Plan extensively, freeze requirements early, minimize test failures. This is the measure twice
cut once approach. SpaceX inverted this. Here's the problem with the traditional approach.
You can't think your way to perfect solutions for problems you don't fully understand.
That's another bar. You can't think your way to perfect solutions for problems you don't fully
understand. Your model is always wrong in the ways you don't know yet.

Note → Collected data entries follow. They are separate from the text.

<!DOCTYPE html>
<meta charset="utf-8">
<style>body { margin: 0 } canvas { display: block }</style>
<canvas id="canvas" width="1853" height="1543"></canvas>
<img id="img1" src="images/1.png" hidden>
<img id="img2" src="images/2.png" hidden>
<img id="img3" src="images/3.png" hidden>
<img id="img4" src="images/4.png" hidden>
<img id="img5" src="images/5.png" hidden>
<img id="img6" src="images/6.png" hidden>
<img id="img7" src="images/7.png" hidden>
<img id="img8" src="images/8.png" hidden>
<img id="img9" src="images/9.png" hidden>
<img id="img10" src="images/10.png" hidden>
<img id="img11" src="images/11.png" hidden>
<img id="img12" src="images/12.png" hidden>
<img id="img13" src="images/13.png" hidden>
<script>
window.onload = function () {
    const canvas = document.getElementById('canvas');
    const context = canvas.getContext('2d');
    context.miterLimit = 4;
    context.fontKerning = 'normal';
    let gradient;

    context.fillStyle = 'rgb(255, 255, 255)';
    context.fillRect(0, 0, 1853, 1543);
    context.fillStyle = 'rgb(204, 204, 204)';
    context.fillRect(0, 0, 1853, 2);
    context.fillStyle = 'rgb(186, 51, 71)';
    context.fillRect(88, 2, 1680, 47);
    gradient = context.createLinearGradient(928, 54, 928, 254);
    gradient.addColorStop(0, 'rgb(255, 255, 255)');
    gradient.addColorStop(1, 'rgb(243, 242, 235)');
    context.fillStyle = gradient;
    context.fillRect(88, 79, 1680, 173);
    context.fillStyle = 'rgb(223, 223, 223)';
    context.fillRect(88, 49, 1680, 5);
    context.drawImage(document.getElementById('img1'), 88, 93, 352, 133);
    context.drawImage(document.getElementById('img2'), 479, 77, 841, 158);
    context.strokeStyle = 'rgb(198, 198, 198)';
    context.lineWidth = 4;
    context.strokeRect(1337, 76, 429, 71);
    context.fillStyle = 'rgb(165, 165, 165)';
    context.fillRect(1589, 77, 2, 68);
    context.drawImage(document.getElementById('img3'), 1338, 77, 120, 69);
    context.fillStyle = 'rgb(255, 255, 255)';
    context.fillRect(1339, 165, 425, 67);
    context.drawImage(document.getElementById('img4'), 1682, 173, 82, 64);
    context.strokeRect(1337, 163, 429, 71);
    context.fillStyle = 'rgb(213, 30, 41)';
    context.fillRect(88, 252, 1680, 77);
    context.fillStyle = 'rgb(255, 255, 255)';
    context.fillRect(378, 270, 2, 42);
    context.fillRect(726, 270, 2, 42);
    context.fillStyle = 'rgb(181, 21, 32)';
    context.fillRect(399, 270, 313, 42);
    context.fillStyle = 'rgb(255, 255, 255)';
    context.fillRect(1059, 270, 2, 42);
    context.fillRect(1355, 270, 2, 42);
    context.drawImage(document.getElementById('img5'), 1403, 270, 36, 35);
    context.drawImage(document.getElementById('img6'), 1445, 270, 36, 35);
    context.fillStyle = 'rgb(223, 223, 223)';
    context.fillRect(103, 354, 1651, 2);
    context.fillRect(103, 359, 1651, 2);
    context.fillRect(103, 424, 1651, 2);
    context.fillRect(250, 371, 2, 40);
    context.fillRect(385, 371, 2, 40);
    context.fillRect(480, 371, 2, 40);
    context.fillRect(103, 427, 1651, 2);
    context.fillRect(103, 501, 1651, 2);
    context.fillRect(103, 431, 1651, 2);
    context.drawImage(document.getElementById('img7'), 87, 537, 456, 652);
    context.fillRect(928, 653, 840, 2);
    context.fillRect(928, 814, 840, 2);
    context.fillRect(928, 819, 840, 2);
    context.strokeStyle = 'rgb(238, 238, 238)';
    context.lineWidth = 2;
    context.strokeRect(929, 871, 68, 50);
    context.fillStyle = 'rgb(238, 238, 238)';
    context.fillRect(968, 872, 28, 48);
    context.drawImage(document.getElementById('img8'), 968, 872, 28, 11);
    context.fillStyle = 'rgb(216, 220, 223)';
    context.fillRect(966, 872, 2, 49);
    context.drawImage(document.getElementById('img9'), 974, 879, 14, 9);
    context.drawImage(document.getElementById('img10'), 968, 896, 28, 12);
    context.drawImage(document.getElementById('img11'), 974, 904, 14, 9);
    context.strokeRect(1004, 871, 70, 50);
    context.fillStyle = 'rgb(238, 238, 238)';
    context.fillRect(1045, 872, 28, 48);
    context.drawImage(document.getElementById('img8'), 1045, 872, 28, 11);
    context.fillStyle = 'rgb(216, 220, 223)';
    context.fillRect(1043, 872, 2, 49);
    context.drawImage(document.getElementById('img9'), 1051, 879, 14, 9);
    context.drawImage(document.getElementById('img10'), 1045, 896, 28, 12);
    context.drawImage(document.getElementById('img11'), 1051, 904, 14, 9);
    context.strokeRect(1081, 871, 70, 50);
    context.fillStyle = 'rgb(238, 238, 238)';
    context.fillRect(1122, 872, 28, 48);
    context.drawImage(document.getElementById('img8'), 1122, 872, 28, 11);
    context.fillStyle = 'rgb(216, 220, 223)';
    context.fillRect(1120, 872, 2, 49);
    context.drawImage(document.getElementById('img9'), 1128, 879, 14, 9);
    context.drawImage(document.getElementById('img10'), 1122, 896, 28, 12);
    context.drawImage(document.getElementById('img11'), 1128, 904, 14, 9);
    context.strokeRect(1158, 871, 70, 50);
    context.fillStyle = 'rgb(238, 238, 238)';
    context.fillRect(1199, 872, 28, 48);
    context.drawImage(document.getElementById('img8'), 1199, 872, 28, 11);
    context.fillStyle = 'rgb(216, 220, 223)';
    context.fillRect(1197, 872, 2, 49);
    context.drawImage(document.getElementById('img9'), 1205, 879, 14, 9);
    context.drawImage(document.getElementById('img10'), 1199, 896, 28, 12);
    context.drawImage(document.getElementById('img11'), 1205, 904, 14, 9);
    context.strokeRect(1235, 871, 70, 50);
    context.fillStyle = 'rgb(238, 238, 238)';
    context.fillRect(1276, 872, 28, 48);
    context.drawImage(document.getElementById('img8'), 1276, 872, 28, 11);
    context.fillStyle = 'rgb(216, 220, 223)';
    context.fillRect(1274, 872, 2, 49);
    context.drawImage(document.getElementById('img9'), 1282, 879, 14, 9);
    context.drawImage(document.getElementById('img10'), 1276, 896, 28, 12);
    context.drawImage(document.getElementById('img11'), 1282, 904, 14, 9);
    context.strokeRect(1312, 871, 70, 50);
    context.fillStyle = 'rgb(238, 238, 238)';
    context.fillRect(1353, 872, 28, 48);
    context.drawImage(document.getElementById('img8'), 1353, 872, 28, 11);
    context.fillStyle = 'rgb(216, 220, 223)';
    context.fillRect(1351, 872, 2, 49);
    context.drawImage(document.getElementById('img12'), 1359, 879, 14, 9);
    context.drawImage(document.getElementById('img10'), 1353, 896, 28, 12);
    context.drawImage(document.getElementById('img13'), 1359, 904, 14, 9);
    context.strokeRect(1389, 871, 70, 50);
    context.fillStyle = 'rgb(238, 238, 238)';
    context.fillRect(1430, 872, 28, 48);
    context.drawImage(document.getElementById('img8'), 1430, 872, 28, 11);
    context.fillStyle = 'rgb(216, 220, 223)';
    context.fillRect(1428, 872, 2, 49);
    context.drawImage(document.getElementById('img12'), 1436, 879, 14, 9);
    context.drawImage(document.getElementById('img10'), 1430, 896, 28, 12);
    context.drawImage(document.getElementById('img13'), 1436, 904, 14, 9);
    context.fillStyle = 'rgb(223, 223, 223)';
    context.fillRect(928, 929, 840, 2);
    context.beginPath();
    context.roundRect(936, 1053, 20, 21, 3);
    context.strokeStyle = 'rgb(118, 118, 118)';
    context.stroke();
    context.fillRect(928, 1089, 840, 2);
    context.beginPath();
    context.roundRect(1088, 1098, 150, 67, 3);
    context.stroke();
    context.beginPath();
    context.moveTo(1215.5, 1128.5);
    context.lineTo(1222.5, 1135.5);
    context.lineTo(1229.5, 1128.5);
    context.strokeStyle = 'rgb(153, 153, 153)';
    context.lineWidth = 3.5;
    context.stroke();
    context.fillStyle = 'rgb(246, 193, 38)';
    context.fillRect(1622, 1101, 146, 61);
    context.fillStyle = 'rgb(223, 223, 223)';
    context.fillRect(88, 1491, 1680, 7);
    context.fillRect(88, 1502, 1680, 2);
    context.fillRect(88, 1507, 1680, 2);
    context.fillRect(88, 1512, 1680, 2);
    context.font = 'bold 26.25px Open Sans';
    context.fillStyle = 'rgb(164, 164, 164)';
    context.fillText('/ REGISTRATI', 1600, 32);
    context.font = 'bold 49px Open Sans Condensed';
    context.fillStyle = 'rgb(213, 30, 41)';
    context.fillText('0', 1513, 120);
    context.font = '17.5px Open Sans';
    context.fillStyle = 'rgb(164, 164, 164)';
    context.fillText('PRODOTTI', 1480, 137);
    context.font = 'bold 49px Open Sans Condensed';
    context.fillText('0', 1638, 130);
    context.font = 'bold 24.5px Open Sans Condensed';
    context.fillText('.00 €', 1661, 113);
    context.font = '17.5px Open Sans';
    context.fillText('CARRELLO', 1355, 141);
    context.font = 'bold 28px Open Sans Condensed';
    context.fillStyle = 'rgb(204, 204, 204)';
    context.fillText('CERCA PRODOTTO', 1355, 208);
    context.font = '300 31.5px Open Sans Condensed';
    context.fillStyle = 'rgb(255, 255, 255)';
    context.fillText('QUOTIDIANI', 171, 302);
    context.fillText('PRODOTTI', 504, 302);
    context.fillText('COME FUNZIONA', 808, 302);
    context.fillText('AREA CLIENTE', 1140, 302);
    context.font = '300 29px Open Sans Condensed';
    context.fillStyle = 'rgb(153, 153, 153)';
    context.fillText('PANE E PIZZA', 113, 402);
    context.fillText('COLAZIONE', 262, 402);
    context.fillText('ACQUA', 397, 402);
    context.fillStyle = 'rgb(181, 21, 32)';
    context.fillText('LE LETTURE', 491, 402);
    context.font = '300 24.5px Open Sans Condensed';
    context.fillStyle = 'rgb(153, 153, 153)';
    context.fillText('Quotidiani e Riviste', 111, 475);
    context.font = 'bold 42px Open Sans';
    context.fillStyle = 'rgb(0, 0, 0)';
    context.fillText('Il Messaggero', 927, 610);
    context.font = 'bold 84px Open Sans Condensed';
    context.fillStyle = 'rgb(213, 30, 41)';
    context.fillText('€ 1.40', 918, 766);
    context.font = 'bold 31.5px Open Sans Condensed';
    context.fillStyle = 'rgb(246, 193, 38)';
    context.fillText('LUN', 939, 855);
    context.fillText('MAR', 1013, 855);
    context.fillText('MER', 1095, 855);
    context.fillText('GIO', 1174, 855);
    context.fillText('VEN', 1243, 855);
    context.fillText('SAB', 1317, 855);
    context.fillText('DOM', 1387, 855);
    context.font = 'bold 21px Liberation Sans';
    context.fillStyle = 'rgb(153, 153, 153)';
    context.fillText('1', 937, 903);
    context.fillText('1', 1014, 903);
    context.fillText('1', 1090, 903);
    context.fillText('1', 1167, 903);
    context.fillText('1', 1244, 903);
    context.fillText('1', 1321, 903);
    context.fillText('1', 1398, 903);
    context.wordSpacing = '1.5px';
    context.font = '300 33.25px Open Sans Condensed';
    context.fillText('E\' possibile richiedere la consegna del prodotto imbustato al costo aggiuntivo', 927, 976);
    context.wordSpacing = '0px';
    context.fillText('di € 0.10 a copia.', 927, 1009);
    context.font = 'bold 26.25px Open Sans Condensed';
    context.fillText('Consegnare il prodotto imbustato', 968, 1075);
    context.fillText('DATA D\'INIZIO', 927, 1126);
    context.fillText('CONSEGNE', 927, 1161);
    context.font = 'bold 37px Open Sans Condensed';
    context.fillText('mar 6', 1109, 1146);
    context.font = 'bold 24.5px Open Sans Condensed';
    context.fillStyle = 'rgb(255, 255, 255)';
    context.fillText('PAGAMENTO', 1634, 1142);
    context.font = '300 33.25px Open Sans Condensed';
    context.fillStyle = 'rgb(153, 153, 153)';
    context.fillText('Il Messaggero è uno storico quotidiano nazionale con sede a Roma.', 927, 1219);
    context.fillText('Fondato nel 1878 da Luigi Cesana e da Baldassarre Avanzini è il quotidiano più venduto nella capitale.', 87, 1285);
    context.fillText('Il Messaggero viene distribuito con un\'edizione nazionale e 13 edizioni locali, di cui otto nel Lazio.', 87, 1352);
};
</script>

Complex systems
have emergent behaviors that only appear when the pieces are actually bolted together.
This is the paradox of first principle design.
If you're questioning every inherited assumption, which you should,
you're venturing into territory where analysis alone can't tell you what works.
The physics might be known, but how the physics will interact with your specific materials,
your specific manufacturing tolerances, your specific assembly process.
That's not something you could derive from first principles.
That's something you have to discover.
And so what SpaceX does instead is they use reality as their validation tool.
The alternative is to use reality as your primary validation tool.
SpaceX focuses on rapidly iterating through a build, test, learn approach that drives
modifications towards design maturity.
Where Boeing invests up front in analysis, SpaceX invests up front in prototypes.
The core philosophy is deceptively simple.
Failures are data, not disasters.
Tight feedback loops lead to a high rate of innovation and adaptation,
quickly finding better solutions of what not to do.
Speed is a tactical advantage.
This isn't new.
During World War II, the P80 fighter jet went from concept to test flight in five months.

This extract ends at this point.